§ **Try it**
Show each line of the listing in which the word "above" occurs.

§ **Extracted information**
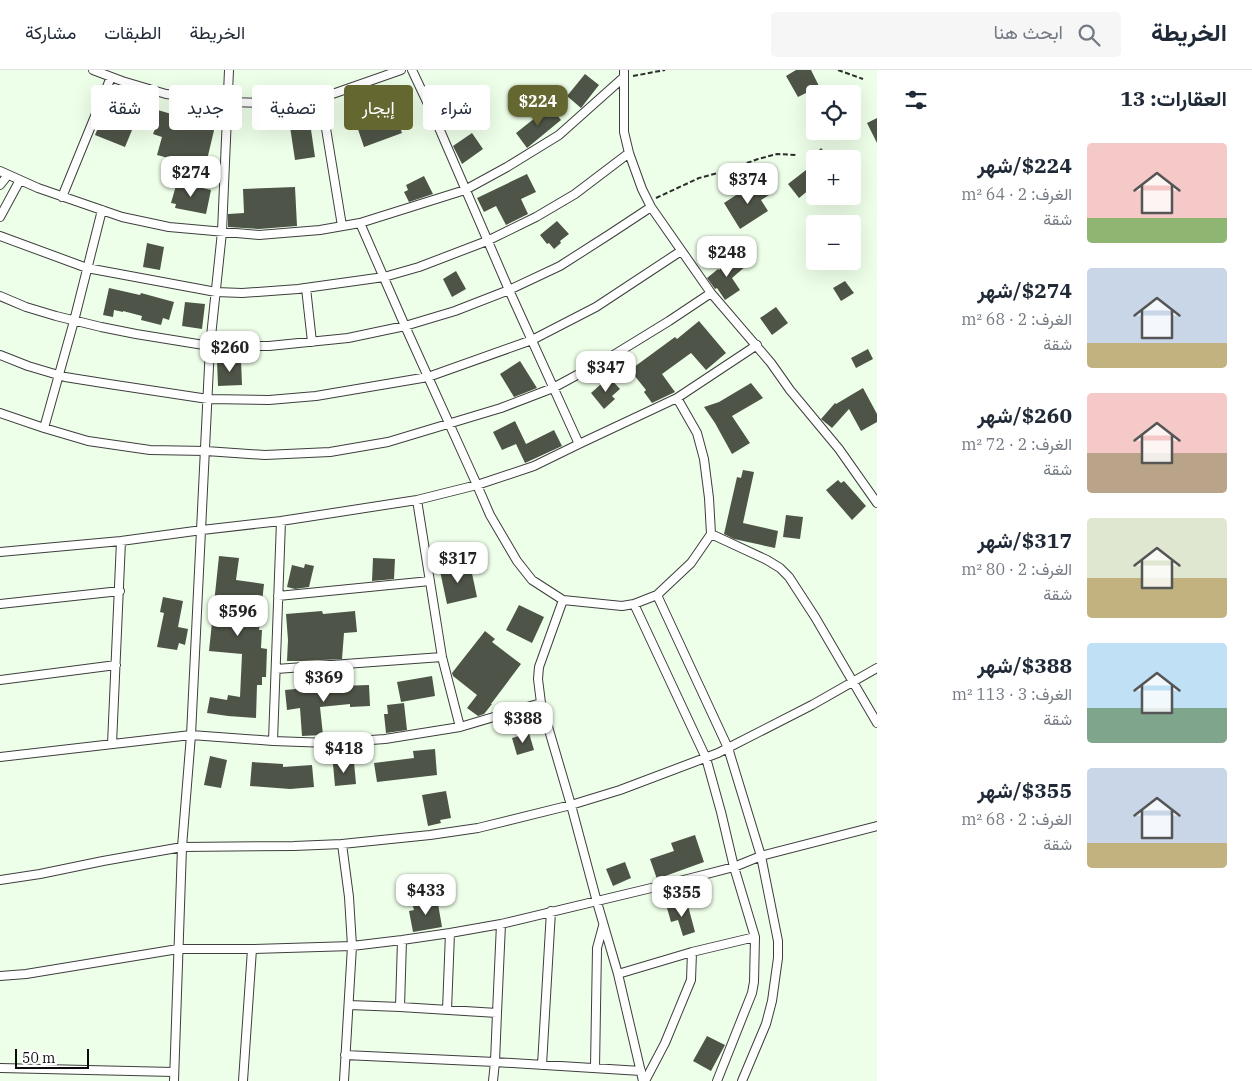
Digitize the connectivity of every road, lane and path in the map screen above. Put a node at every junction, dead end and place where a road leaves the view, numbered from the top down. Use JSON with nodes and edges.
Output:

...

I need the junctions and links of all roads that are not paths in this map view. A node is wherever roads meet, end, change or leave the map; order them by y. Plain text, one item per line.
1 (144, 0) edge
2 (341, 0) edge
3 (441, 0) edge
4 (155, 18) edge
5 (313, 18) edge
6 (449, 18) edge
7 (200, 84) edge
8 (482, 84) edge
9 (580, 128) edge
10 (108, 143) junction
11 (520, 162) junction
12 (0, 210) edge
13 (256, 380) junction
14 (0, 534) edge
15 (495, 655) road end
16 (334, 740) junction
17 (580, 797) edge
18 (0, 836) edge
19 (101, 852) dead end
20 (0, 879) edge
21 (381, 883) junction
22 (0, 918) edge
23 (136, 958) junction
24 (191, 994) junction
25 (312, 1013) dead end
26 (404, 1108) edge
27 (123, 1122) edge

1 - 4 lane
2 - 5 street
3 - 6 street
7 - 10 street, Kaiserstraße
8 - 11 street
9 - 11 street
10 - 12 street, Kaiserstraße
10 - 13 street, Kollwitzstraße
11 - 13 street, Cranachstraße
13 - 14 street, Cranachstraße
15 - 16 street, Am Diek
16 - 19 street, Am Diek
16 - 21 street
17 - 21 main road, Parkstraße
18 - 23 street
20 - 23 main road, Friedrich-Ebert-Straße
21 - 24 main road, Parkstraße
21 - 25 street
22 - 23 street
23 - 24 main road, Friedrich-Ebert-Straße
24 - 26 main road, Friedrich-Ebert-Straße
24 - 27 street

---

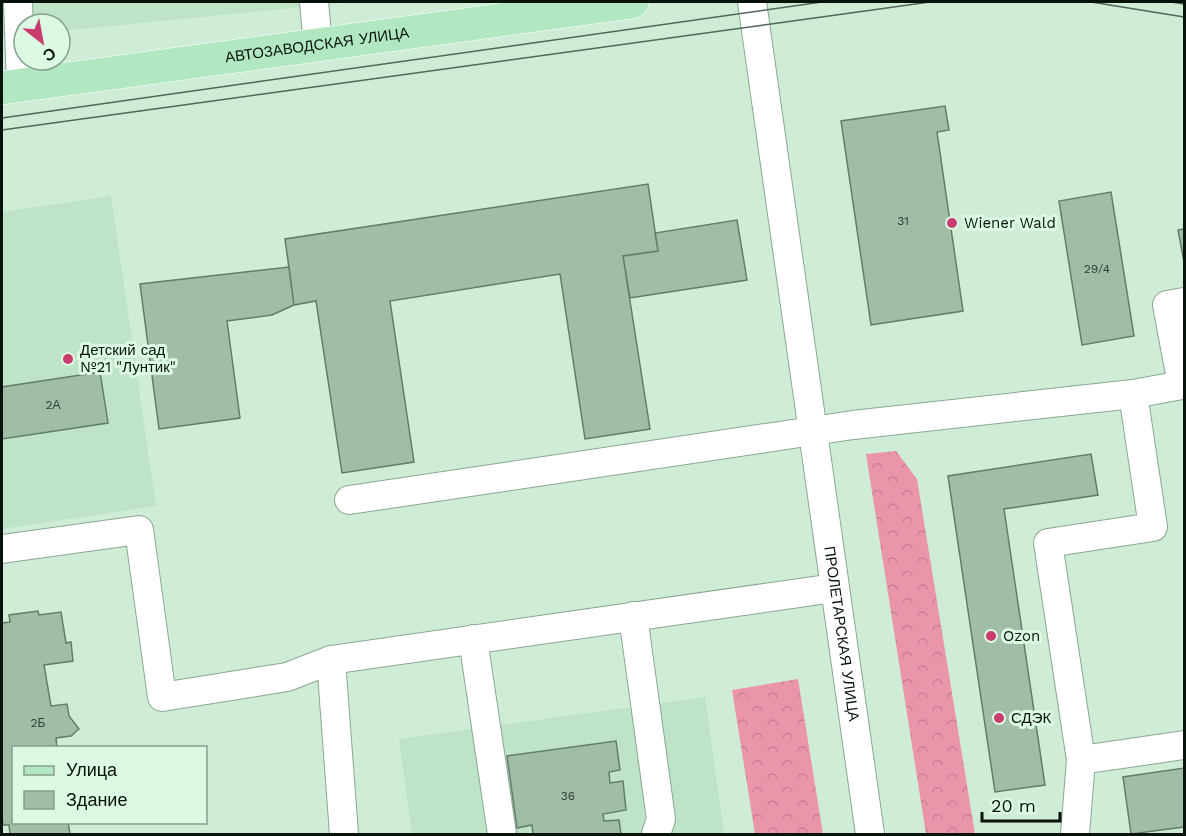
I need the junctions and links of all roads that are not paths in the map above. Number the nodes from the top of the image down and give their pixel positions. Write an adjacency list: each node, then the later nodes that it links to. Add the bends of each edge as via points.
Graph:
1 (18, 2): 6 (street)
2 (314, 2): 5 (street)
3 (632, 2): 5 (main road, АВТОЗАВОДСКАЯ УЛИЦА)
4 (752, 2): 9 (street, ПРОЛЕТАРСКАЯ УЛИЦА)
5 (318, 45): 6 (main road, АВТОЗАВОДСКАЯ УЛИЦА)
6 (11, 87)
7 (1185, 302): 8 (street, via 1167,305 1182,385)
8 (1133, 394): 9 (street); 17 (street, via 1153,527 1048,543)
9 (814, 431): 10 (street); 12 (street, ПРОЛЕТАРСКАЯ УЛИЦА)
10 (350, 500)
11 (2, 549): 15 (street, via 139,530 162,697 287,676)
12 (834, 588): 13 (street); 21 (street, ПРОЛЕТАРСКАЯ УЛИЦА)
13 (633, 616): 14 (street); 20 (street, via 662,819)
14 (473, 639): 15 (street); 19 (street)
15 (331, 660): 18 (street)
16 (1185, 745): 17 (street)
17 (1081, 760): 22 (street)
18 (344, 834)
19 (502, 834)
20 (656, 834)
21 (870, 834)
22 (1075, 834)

§ **Final answer**
Digitize the connectivity of every road, lane and path in the map screen above. Put a node at every junction, dead end and place where a road leaves the view, numbered from the top down. Use JSON with nodes and edges.
I need the junctions and links of all roads that are not paths in the map above. Number the nodes from the top of the image down and give their pixel positions. Write an adjacency list: each node, then the later nodes that it links to. Add the bends of each edge as via points.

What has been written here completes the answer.